Written by Alan Martin
Illustrated by Brett Parson
Published by Titan Comics
Let me say right up front I’ve never been particularly enamored of Tank Girl.
She came along at the end of the ‘80s as maybe the ultimate representation of the anarchist, post-punk movement in comics that to me had peaked early in the decade with Alan Moore’s D.R. & Quinch in 2000 AD.
A bald, bandaged, mentally ill killer with a cigar-chomping anthropomorphic kangaroo boyfriend and a small posse of equally murderous, not quite all there, fashion-challenged females, she is, of course the hero of this series.
I was quite surprised when the mid-90s saw a big budget feature film version of Tank Girl, but I wasn’t that surprised when it…well…tanked.
Over the years the movie has become a cult favorite, though, and so have the comics. Tank Girl has been revived many times in a number of different series by a number of different creators from a number of different publishers, none of which changed my original opinion.
No, that didn’t happen until now.
The Wonderful World of Tank Girl Collection comes from Titan and I have to admit, I liked it!
Alan Martin and Brett Parson are the folks behind it and unlike many other versions of the strip, they use a very traditional comic book art and coloring style which immediately makes things more accessible to the casual reader or the reader, like myself, who had developed an aversion to the more experimental art on some editions of the series.
The stories aren’t exactly traditional, though.
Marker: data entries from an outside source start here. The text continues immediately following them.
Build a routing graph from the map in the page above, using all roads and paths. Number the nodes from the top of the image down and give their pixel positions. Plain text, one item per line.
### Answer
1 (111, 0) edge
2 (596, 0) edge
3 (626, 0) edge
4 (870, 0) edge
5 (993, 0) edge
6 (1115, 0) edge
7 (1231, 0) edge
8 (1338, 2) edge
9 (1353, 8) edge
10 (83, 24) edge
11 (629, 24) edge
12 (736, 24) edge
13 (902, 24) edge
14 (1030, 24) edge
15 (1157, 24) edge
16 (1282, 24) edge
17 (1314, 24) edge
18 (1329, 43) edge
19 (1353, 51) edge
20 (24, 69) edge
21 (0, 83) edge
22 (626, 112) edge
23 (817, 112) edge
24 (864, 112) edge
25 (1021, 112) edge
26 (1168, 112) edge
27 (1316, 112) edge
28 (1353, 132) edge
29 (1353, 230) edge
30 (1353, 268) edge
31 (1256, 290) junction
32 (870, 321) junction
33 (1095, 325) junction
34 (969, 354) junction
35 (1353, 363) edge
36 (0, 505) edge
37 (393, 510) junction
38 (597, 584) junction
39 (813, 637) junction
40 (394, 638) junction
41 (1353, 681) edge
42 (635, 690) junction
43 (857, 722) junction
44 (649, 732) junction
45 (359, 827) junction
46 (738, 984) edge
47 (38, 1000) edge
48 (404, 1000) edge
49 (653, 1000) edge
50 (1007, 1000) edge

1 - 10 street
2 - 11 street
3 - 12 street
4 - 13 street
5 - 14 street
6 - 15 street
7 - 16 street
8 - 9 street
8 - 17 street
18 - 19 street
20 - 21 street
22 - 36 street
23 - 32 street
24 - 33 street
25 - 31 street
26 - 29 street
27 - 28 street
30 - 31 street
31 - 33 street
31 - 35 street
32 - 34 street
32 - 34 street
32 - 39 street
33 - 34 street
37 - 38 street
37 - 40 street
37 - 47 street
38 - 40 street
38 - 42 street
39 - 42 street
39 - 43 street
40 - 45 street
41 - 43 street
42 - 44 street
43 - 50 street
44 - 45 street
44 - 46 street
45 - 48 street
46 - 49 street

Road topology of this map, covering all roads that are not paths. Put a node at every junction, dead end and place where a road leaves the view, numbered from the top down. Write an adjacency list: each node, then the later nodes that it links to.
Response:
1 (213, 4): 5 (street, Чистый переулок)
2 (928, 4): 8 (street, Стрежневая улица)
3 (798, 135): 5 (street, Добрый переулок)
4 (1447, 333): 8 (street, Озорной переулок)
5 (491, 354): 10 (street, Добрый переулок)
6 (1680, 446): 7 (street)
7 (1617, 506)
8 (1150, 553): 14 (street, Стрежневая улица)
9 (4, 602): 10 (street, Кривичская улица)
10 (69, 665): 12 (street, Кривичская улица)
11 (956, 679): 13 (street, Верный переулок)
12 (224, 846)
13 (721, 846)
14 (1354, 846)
In fact, they’re very much in keeping with the anarchist renderings of the strip. In the four of them, loosely interconnected but operating on their own quite nicely, Tank Girl and her cohorts in crime watch TV, eat and drink a lot, perform a play, and shoot or blow up a lot of people, places, and things.
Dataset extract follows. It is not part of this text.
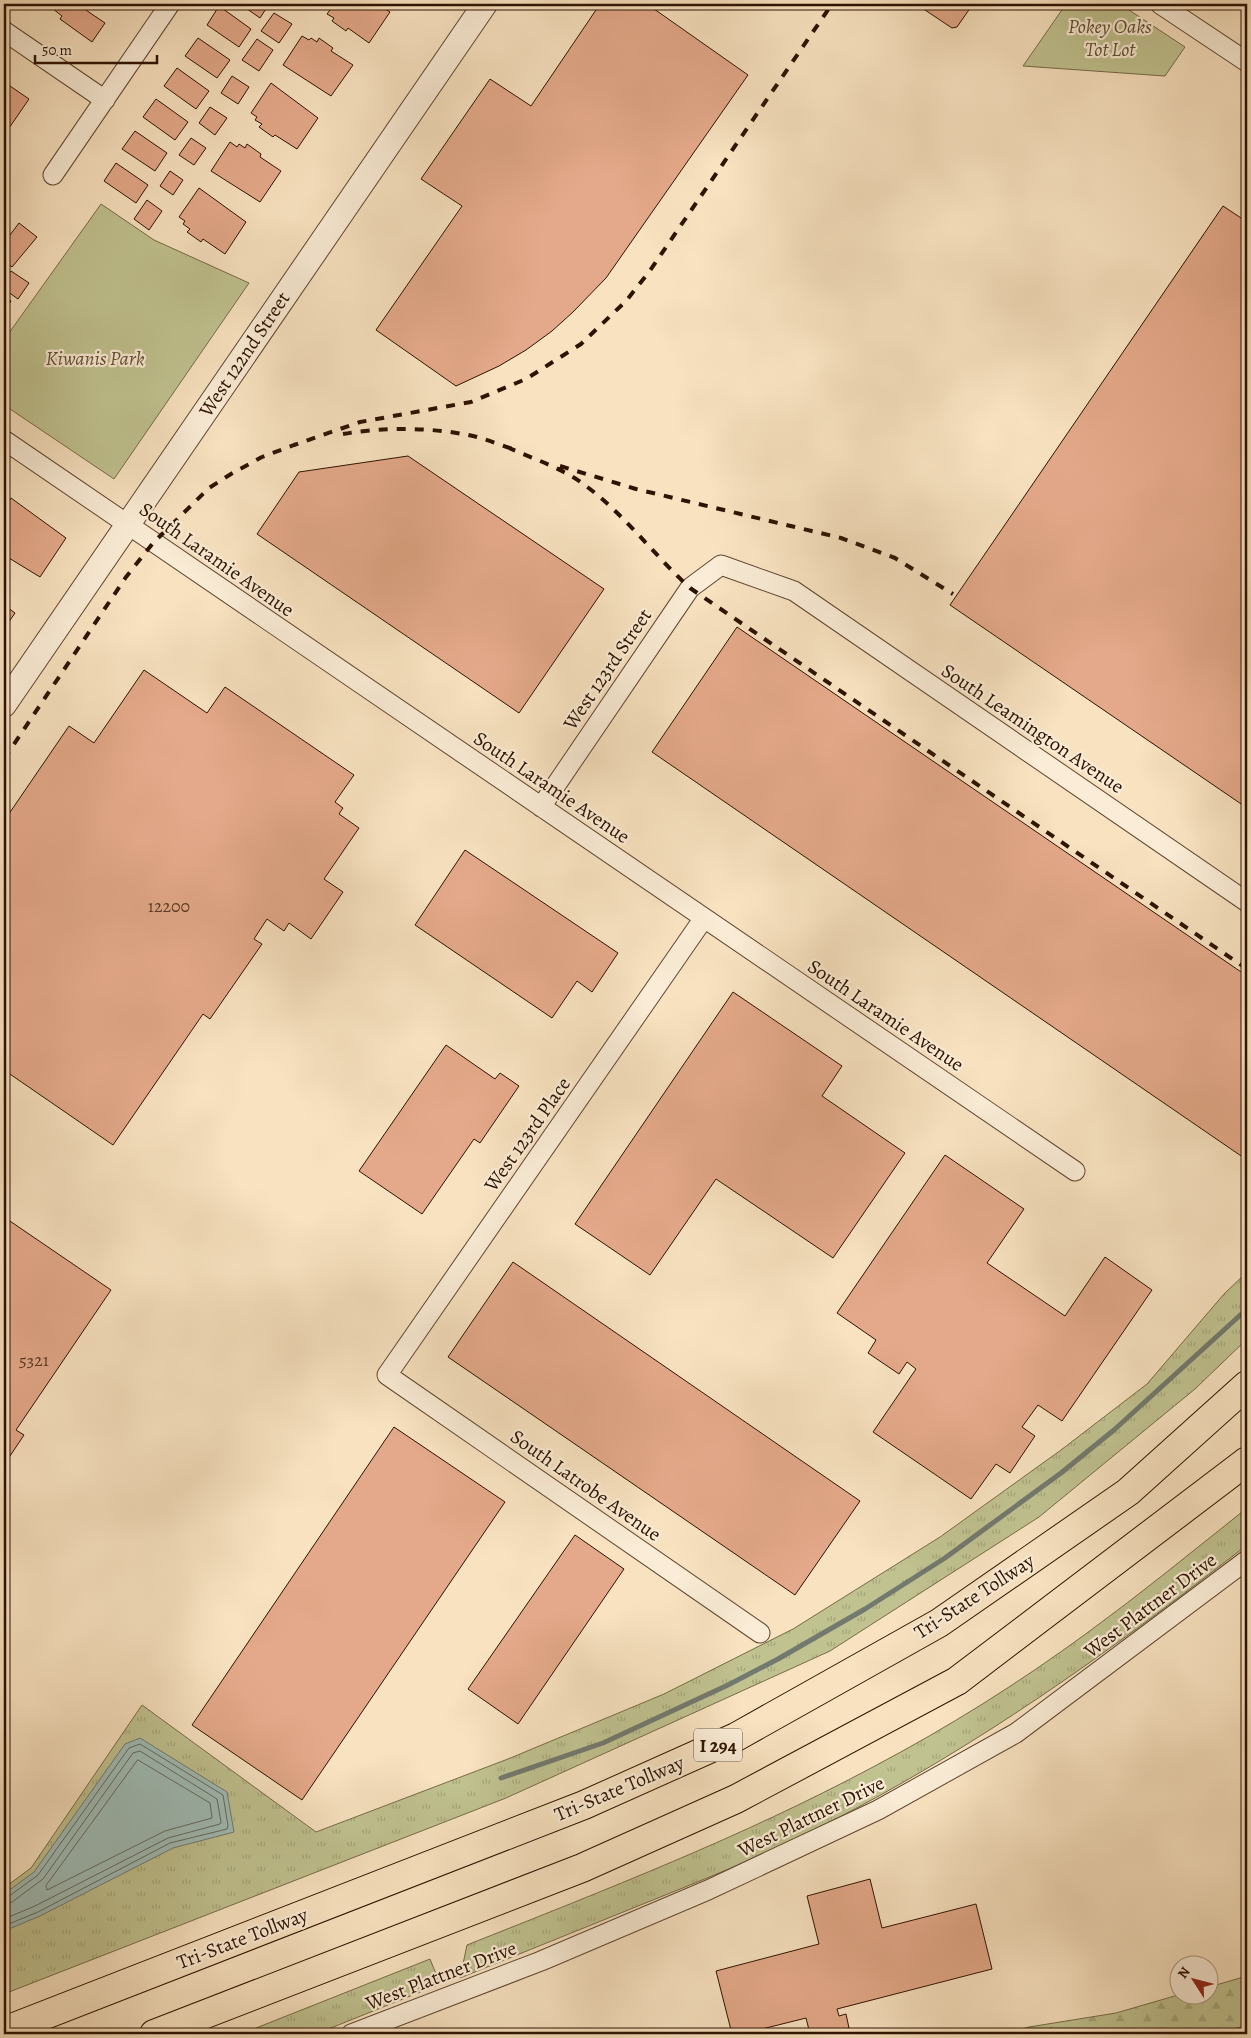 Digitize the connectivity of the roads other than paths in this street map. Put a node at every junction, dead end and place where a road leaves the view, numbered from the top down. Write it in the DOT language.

There are wide ranging parodies of James Bond, Mad Max, fairy tales, hippies, surfing, and the theaTUH! My favorite was The Man from T.A.N.K. G.I.R.L.
The book is rounded out with extra art, behind the scenes art, covers and their variants by several different artists, and ads for older Tank Girl merchandise which again plays up how this particular series has changed from earlier ones.
If you’ve been a Tank Girl fan all these years, I suppose you might not like the bright, colorful, perhaps slightly watered-down version of the character and her strip that we find in the volume at hand but I certainly did and I can’t help think others will, too.
If you haven’t tried Tank Girl before, or maybe not in years, read The Wonderful World of Tank Girl Collection before giving up on her completely.